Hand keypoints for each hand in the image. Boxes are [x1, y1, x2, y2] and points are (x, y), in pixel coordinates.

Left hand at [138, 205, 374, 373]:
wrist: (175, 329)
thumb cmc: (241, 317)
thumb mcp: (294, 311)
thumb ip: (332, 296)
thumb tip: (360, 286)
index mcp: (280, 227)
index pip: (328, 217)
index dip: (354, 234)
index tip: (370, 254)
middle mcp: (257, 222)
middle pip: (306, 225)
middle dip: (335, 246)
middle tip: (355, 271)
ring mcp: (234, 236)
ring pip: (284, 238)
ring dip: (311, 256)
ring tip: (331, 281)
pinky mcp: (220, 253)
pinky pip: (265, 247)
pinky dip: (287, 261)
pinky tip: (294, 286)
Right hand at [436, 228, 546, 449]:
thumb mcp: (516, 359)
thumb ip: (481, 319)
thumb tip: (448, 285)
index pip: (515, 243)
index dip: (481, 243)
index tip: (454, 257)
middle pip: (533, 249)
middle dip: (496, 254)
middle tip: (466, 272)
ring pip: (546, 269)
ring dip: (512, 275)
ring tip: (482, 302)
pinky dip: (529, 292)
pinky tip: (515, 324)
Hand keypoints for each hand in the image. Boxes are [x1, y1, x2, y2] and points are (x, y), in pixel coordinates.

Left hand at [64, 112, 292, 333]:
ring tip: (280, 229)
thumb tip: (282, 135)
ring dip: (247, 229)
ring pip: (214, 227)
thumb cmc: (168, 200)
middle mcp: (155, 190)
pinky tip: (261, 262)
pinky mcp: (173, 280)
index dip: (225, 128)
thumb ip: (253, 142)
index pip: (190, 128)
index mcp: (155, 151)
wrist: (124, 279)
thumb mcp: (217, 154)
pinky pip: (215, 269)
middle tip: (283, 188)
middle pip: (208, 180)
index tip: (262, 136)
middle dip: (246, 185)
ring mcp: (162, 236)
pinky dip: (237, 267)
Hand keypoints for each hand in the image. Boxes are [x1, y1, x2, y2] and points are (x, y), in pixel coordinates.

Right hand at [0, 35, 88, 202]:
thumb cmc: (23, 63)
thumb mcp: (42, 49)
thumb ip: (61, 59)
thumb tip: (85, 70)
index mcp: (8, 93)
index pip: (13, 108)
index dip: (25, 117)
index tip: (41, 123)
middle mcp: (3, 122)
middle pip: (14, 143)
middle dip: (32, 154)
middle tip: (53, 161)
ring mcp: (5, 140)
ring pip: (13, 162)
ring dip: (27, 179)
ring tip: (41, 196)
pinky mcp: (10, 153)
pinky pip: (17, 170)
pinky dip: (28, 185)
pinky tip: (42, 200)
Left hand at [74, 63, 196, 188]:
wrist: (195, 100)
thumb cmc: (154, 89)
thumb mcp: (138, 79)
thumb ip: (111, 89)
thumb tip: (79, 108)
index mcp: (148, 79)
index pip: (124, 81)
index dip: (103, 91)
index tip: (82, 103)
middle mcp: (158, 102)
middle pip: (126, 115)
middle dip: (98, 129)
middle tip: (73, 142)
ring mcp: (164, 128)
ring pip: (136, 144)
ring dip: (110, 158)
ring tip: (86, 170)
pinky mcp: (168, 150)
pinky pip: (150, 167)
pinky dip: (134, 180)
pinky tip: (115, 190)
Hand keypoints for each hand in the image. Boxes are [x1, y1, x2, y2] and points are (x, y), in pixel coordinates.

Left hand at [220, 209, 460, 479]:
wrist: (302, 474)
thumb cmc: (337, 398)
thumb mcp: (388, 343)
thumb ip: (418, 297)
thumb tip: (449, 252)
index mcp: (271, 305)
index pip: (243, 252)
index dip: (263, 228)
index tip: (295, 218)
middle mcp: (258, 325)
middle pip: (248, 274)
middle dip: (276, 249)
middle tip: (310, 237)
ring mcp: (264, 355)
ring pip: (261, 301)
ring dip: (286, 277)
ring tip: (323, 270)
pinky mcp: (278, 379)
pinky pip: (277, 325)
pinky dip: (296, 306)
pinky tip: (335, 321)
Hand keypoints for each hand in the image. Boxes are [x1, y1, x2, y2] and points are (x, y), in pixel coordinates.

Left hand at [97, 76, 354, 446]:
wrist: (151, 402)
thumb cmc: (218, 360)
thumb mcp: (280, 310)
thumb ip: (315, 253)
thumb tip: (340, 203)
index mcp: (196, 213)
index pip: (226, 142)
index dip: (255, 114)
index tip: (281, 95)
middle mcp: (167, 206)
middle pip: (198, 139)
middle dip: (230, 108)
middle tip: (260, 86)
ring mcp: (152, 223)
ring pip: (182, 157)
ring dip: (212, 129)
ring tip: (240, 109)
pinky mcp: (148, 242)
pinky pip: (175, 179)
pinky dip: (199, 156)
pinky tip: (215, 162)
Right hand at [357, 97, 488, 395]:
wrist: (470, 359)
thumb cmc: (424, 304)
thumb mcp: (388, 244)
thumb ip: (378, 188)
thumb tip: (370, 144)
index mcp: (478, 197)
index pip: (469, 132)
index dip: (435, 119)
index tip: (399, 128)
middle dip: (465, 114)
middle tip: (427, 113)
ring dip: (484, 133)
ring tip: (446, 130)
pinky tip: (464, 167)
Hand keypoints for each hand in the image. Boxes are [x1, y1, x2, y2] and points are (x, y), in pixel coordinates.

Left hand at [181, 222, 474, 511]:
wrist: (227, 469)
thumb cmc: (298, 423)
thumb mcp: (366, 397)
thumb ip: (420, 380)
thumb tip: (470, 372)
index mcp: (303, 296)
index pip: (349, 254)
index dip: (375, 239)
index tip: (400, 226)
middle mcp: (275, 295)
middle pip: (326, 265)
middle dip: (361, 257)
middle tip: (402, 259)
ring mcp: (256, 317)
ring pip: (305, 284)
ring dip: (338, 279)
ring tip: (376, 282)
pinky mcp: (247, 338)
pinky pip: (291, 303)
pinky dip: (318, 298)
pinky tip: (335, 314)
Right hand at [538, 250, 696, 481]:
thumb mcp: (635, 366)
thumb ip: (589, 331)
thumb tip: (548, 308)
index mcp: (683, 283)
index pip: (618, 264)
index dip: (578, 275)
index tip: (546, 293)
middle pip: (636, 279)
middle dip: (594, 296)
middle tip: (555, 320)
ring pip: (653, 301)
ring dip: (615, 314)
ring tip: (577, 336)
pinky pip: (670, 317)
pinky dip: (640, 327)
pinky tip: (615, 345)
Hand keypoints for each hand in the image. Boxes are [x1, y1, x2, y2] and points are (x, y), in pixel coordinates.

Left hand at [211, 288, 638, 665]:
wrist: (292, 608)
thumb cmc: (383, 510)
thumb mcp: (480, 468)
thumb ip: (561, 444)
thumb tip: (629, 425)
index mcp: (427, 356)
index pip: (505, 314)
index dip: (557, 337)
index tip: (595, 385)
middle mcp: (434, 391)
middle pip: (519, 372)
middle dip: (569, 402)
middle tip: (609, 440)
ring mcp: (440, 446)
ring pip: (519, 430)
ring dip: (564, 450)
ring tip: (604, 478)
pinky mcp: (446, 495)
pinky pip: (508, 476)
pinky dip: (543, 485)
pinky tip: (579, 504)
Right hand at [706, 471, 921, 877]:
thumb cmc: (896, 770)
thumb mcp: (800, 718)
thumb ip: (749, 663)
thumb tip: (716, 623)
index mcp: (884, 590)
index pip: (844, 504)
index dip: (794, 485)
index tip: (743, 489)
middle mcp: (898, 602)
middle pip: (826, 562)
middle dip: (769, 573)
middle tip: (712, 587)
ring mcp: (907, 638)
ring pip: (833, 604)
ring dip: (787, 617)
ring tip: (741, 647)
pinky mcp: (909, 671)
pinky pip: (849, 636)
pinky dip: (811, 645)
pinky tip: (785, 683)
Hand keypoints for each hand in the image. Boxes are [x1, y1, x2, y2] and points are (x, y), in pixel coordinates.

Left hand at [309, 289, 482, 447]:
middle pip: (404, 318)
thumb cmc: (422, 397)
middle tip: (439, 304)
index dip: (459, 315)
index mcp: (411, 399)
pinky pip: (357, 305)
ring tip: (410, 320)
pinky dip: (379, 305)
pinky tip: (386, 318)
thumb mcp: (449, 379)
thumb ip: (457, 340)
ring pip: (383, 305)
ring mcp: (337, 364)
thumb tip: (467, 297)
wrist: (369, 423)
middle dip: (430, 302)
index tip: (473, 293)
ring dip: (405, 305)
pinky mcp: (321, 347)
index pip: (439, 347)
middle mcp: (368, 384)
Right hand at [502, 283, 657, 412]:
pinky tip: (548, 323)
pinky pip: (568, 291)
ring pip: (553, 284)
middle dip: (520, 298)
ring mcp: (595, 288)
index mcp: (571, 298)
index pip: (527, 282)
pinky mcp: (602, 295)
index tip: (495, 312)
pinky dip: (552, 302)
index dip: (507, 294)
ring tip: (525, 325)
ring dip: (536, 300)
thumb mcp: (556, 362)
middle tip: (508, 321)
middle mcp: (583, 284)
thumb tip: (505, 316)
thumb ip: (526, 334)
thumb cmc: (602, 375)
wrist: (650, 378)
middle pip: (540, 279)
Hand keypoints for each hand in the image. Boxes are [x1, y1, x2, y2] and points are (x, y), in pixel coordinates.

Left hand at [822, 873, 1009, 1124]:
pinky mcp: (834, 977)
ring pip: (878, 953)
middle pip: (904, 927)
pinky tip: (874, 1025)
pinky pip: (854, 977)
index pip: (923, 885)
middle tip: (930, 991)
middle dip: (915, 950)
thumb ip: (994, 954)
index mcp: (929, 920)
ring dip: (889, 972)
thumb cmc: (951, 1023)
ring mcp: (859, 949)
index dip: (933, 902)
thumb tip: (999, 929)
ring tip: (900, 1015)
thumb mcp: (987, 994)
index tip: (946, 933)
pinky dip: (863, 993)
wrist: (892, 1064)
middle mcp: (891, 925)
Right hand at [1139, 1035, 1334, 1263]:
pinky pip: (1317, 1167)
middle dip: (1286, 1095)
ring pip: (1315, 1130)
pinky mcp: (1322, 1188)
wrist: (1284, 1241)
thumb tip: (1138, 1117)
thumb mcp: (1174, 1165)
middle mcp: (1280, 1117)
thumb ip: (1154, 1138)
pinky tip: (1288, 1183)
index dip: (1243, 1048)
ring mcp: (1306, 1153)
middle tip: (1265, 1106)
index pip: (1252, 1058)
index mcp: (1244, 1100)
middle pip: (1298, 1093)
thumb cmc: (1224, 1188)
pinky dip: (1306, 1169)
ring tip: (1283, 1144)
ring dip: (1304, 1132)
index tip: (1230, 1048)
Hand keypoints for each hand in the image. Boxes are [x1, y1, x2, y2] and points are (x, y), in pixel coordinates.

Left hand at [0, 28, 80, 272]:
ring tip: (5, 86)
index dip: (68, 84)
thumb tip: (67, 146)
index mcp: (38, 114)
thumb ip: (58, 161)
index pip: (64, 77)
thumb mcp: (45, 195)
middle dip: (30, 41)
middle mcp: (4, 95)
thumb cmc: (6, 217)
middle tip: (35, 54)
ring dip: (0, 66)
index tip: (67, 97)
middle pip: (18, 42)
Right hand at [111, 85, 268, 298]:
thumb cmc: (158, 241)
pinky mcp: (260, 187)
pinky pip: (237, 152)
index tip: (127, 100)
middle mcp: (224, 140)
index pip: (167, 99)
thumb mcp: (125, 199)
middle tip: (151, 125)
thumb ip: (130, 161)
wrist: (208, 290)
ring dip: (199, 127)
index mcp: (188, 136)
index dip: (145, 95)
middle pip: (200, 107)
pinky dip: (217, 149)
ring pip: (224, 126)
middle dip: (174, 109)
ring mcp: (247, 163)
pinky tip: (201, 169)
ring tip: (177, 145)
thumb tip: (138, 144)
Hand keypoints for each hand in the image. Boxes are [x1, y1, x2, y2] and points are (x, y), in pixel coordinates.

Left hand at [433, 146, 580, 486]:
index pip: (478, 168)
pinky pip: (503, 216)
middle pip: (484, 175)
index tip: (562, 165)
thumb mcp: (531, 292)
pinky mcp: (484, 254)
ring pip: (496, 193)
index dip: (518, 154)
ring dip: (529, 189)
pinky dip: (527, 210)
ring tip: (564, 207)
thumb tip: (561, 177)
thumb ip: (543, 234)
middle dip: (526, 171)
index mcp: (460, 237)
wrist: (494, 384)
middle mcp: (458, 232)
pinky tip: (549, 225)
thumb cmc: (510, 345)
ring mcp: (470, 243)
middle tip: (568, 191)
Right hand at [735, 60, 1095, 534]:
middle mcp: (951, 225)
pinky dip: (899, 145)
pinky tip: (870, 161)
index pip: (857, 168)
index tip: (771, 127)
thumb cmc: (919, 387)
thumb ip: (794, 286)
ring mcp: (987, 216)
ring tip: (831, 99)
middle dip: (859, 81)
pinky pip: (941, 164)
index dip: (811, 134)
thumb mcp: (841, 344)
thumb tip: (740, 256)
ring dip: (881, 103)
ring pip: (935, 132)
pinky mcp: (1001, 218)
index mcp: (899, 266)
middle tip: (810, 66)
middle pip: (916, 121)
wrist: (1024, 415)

===

Above are some records; copy each line there that contains "Right".

Right hand at [436, 228, 546, 449]:
Right hand at [0, 35, 88, 202]:
Right hand at [357, 97, 488, 395]:
Right hand at [538, 250, 696, 481]:
Right hand at [706, 471, 921, 877]:
Right hand at [502, 283, 657, 412]:
Right hand at [1139, 1035, 1334, 1263]:
Right hand at [111, 85, 268, 298]:
Right hand at [735, 60, 1095, 534]:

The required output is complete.